■ Task description: Count lines holding the string "Jenderal" in the data that follows. Reply with one number only.

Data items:
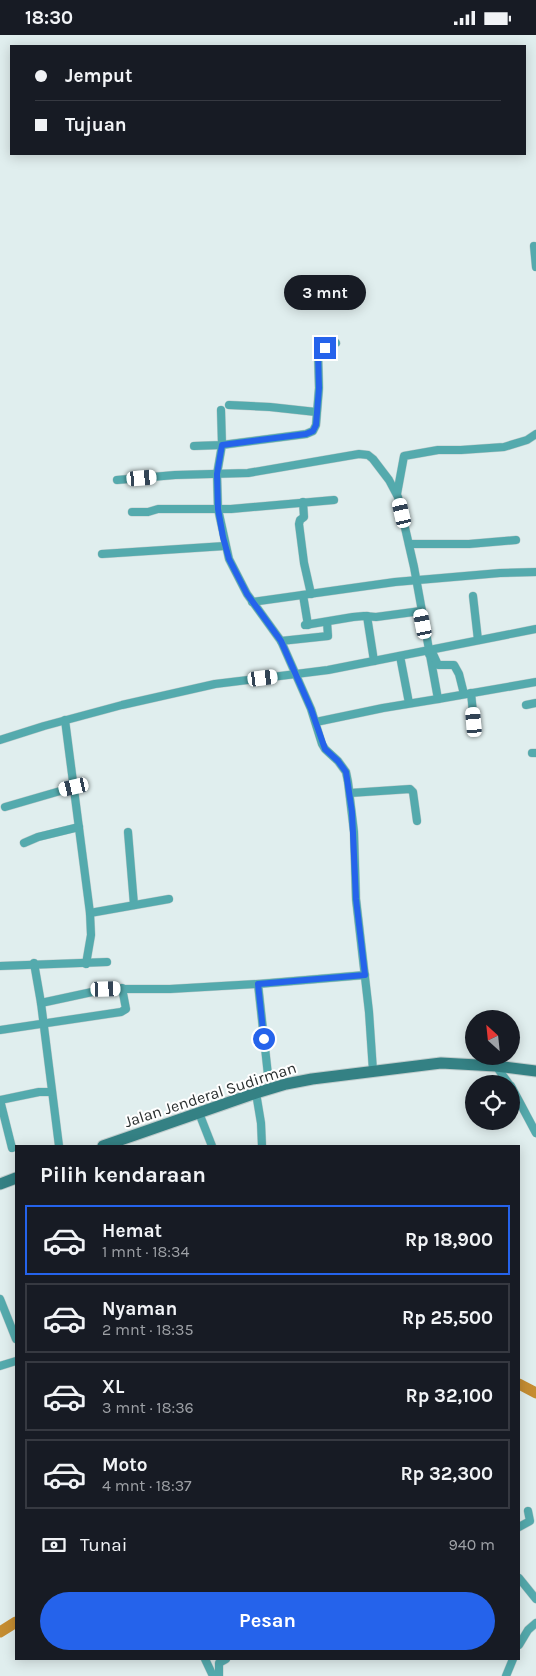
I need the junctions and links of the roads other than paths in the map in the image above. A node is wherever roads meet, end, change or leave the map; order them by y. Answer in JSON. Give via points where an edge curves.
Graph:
{"nodes":[{"id":1,"x":534,"y":246,"type":"dead end"},
{"id":2,"x":536,"y":267,"type":"edge"},
{"id":3,"x":336,"y":343,"type":"dead end"},
{"id":4,"x":229,"y":405,"type":"dead end"},
{"id":5,"x":221,"y":409,"type":"dead end"},
{"id":6,"x":316,"y":412,"type":"junction"},
{"id":7,"x":536,"y":434,"type":"edge"},
{"id":8,"x":222,"y":445,"type":"junction"},
{"id":9,"x":194,"y":446,"type":"dead end"},
{"id":10,"x":217,"y":474,"type":"junction"},
{"id":11,"x":117,"y":479,"type":"dead end"},
{"id":12,"x":397,"y":494,"type":"junction"},
{"id":13,"x":334,"y":500,"type":"dead end"},
{"id":14,"x":303,"y":502,"type":"junction"},
{"id":15,"x":218,"y":509,"type":"junction"},
{"id":16,"x":132,"y":512,"type":"dead end"},
{"id":17,"x":516,"y":540,"type":"dead end"},
{"id":18,"x":409,"y":544,"type":"junction"},
{"id":19,"x":225,"y":546,"type":"junction"},
{"id":20,"x":102,"y":555,"type":"dead end"},
{"id":21,"x":536,"y":572,"type":"edge"},
{"id":22,"x":416,"y":580,"type":"junction"},
{"id":23,"x":307,"y":595,"type":"junction"},
{"id":24,"x":473,"y":597,"type":"dead end"},
{"id":25,"x":252,"y":602,"type":"junction"},
{"id":26,"x":421,"y":611,"type":"junction"},
{"id":27,"x":367,"y":616,"type":"junction"},
{"id":28,"x":327,"y":621,"type":"junction"},
{"id":29,"x":536,"y":629,"type":"edge"},
{"id":30,"x":478,"y":640,"type":"junction"},
{"id":31,"x":281,"y":641,"type":"junction"},
{"id":32,"x":428,"y":652,"type":"junction"},
{"id":33,"x":400,"y":656,"type":"junction"},
{"id":34,"x":374,"y":661,"type":"junction"},
{"id":35,"x":295,"y":675,"type":"junction"},
{"id":36,"x":536,"y":682,"type":"edge"},
{"id":37,"x":467,"y":693,"type":"junction"},
{"id":38,"x":438,"y":699,"type":"junction"},
{"id":39,"x":409,"y":703,"type":"junction"},
{"id":40,"x":536,"y":703,"type":"edge"},
{"id":41,"x":526,"y":705,"type":"dead end"},
{"id":42,"x":65,"y":720,"type":"junction"},
{"id":43,"x":316,"y":722,"type":"junction"},
{"id":44,"x":474,"y":722,"type":"dead end"},
{"id":45,"x":0,"y":740,"type":"edge"},
{"id":46,"x":74,"y":787,"type":"junction"},
{"id":47,"x":350,"y":793,"type":"junction"},
{"id":48,"x":5,"y":807,"type":"dead end"},
{"id":49,"x":417,"y":821,"type":"dead end"},
{"id":50,"x":80,"y":827,"type":"junction"},
{"id":51,"x":128,"y":832,"type":"dead end"},
{"id":52,"x":24,"y":843,"type":"dead end"},
{"id":53,"x":169,"y":899,"type":"dead end"},
{"id":54,"x":134,"y":905,"type":"junction"},
{"id":55,"x":90,"y":913,"type":"junction"},
{"id":56,"x":107,"y":962,"type":"dead end"},
{"id":57,"x":34,"y":963,"type":"junction"},
{"id":58,"x":86,"y":963,"type":"junction"},
{"id":59,"x":0,"y":965,"type":"edge"},
{"id":60,"x":365,"y":975,"type":"junction"},
{"id":61,"x":258,"y":984,"type":"junction"},
{"id":62,"x":122,"y":988,"type":"junction"},
{"id":63,"x":41,"y":1003,"type":"junction"},
{"id":64,"x":44,"y":1022,"type":"junction"},
{"id":65,"x":0,"y":1029,"type":"edge"},
{"id":66,"x":465,"y":1064,"type":"edge"},
{"id":67,"x":496,"y":1065,"type":"joint"},
{"id":68,"x":372,"y":1071,"type":"junction"},
{"id":69,"x":536,"y":1071,"type":"edge"},
{"id":70,"x":268,"y":1075,"type":"dead end"},
{"id":71,"x":503,"y":1075,"type":"edge"},
{"id":72,"x":51,"y":1092,"type":"junction"},
{"id":73,"x":256,"y":1093,"type":"junction"},
{"id":74,"x":0,"y":1100,"type":"edge"},
{"id":75,"x":520,"y":1103,"type":"edge"},
{"id":76,"x":199,"y":1113,"type":"junction"},
{"id":77,"x":536,"y":1133,"type":"edge"},
{"id":78,"x":59,"y":1145,"type":"edge"},
{"id":79,"x":59,"y":1145,"type":"edge"},
{"id":80,"x":106,"y":1145,"type":"edge"},
{"id":81,"x":212,"y":1145,"type":"edge"},
{"id":82,"x":262,"y":1145,"type":"edge"},
{"id":83,"x":12,"y":1147,"type":"dead end"},
{"id":84,"x":15,"y":1178,"type":"edge"},
{"id":85,"x":0,"y":1184,"type":"edge"},
{"id":86,"x":0,"y":1299,"type":"edge"},
{"id":87,"x":15,"y":1336,"type":"edge"},
{"id":88,"x":15,"y":1361,"type":"edge"},
{"id":89,"x":0,"y":1366,"type":"edge"},
{"id":90,"x":528,"y":1511,"type":"dead end"},
{"id":91,"x":520,"y":1526,"type":"edge"},
{"id":92,"x":520,"y":1578,"type":"edge"},
{"id":93,"x":536,"y":1599,"type":"edge"},
{"id":94,"x":536,"y":1623,"type":"edge"},
{"id":95,"x":520,"y":1643,"type":"edge"},
{"id":96,"x":206,"y":1660,"type":"edge"},
{"id":97,"x":224,"y":1660,"type":"edge"},
{"id":98,"x":513,"y":1660,"type":"edge"},
{"id":99,"x":214,"y":1676,"type":"edge"},
{"id":100,"x":219,"y":1676,"type":"edge"},
{"id":101,"x":506,"y":1676,"type":"edge"}],
"edges":[{"from":1,"to":2,"type":"street"},
{"from":3,"to":6,"type":"street","via":[[318,352]]},
{"from":4,"to":6,"type":"street"},
{"from":5,"to":8,"type":"street"},
{"from":6,"to":8,"type":"street","via":[[316,425],[310,433]]},
{"from":7,"to":12,"type":"street","via":[[504,447],[438,450],[404,456]]},
{"from":8,"to":9,"type":"street"},
{"from":8,"to":10,"type":"street"},
{"from":10,"to":11,"type":"street"},
{"from":10,"to":12,"type":"street","via":[[248,473],[364,454],[373,459]]},
{"from":10,"to":15,"type":"street"},
{"from":12,"to":18,"type":"street"},
{"from":13,"to":14,"type":"street"},
{"from":14,"to":15,"type":"street"},
{"from":14,"to":23,"type":"street","via":[[304,517],[299,524]]},
{"from":15,"to":16,"type":"street"},
{"from":15,"to":19,"type":"street"},
{"from":17,"to":18,"type":"street"},
{"from":18,"to":22,"type":"street"},
{"from":19,"to":20,"type":"street"},
{"from":19,"to":25,"type":"street","via":[[234,572]]},
{"from":21,"to":22,"type":"street"},
{"from":22,"to":23,"type":"street","via":[[360,585]]},
{"from":22,"to":26,"type":"street"},
{"from":23,"to":25,"type":"street"},
{"from":23,"to":28,"type":"street","via":[[306,625]]},
{"from":24,"to":30,"type":"street"},
{"from":25,"to":31,"type":"street"},
{"from":26,"to":27,"type":"street"},
{"from":26,"to":32,"type":"street"},
{"from":27,"to":28,"type":"street"},
{"from":27,"to":34,"type":"street"},
{"from":28,"to":31,"type":"street","via":[[328,636]]},
{"from":29,"to":30,"type":"street"},
{"from":30,"to":32,"type":"street"},
{"from":31,"to":35,"type":"street"},
{"from":32,"to":33,"type":"street"},
{"from":32,"to":37,"type":"street","via":[[434,654],[440,666],[454,665]]},
{"from":32,"to":38,"type":"street"},
{"from":33,"to":34,"type":"street"},
{"from":33,"to":39,"type":"street"},
{"from":34,"to":35,"type":"street"},
{"from":35,"to":42,"type":"street","via":[[215,684]]},
{"from":35,"to":43,"type":"street"},
{"from":36,"to":37,"type":"street"},
{"from":37,"to":38,"type":"street"},
{"from":37,"to":44,"type":"street"},
{"from":38,"to":39,"type":"street"},
{"from":39,"to":43,"type":"street"},
{"from":40,"to":41,"type":"street"},
{"from":42,"to":45,"type":"street"},
{"from":42,"to":46,"type":"street"},
{"from":43,"to":47,"type":"street","via":[[325,749],[346,772]]},
{"from":46,"to":48,"type":"street"},
{"from":46,"to":50,"type":"street"},
{"from":47,"to":49,"type":"street","via":[[410,789]]},
{"from":47,"to":60,"type":"street","via":[[356,899]]},
{"from":50,"to":52,"type":"street"},
{"from":50,"to":55,"type":"street"},
{"from":51,"to":54,"type":"street"},
{"from":53,"to":54,"type":"street"},
{"from":54,"to":55,"type":"street"},
{"from":55,"to":58,"type":"street"},
{"from":56,"to":58,"type":"street"},
{"from":57,"to":58,"type":"street"},
{"from":57,"to":59,"type":"street"},
{"from":57,"to":63,"type":"street"},
{"from":60,"to":61,"type":"street"},
{"from":60,"to":68,"type":"street"},
{"from":61,"to":62,"type":"street"},
{"from":61,"to":70,"type":"street"},
{"from":62,"to":63,"type":"street"},
{"from":62,"to":64,"type":"street","via":[[126,1009],[120,1012]]},
{"from":63,"to":64,"type":"street"},
{"from":64,"to":65,"type":"street"},
{"from":64,"to":72,"type":"street"},
{"from":64,"to":78,"type":"street"},
{"from":66,"to":68,"type":"main road","name":"Jalan Jenderal Sudirman","via":[[441,1063]]},
{"from":67,"to":69,"type":"main road","name":"Jalan Jenderal Sudirman"},
{"from":67,"to":71,"type":"street"},
{"from":68,"to":73,"type":"main road","name":"Jalan Jenderal Sudirman","via":[[312,1079]]},
{"from":72,"to":74,"type":"street"},
{"from":72,"to":79,"type":"street"},
{"from":73,"to":76,"type":"main road","name":"Jalan Jenderal Sudirman"},
{"from":73,"to":82,"type":"street"},
{"from":74,"to":83,"type":"street"},
{"from":75,"to":77,"type":"street"},
{"from":76,"to":80,"type":"main road","name":"Jalan Jenderal Sudirman"},
{"from":76,"to":81,"type":"street"},
{"from":84,"to":85,"type":"main road"},
{"from":86,"to":87,"type":"street"},
{"from":88,"to":89,"type":"street"},
{"from":90,"to":91,"type":"street","via":[[530,1521]]},
{"from":92,"to":93,"type":"street"},
{"from":94,"to":95,"type":"street"},
{"from":96,"to":99,"type":"street"},
{"from":97,"to":100,"type":"street","via":[[219,1663]]},
{"from":98,"to":101,"type":"street"}]}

■ Solution: 5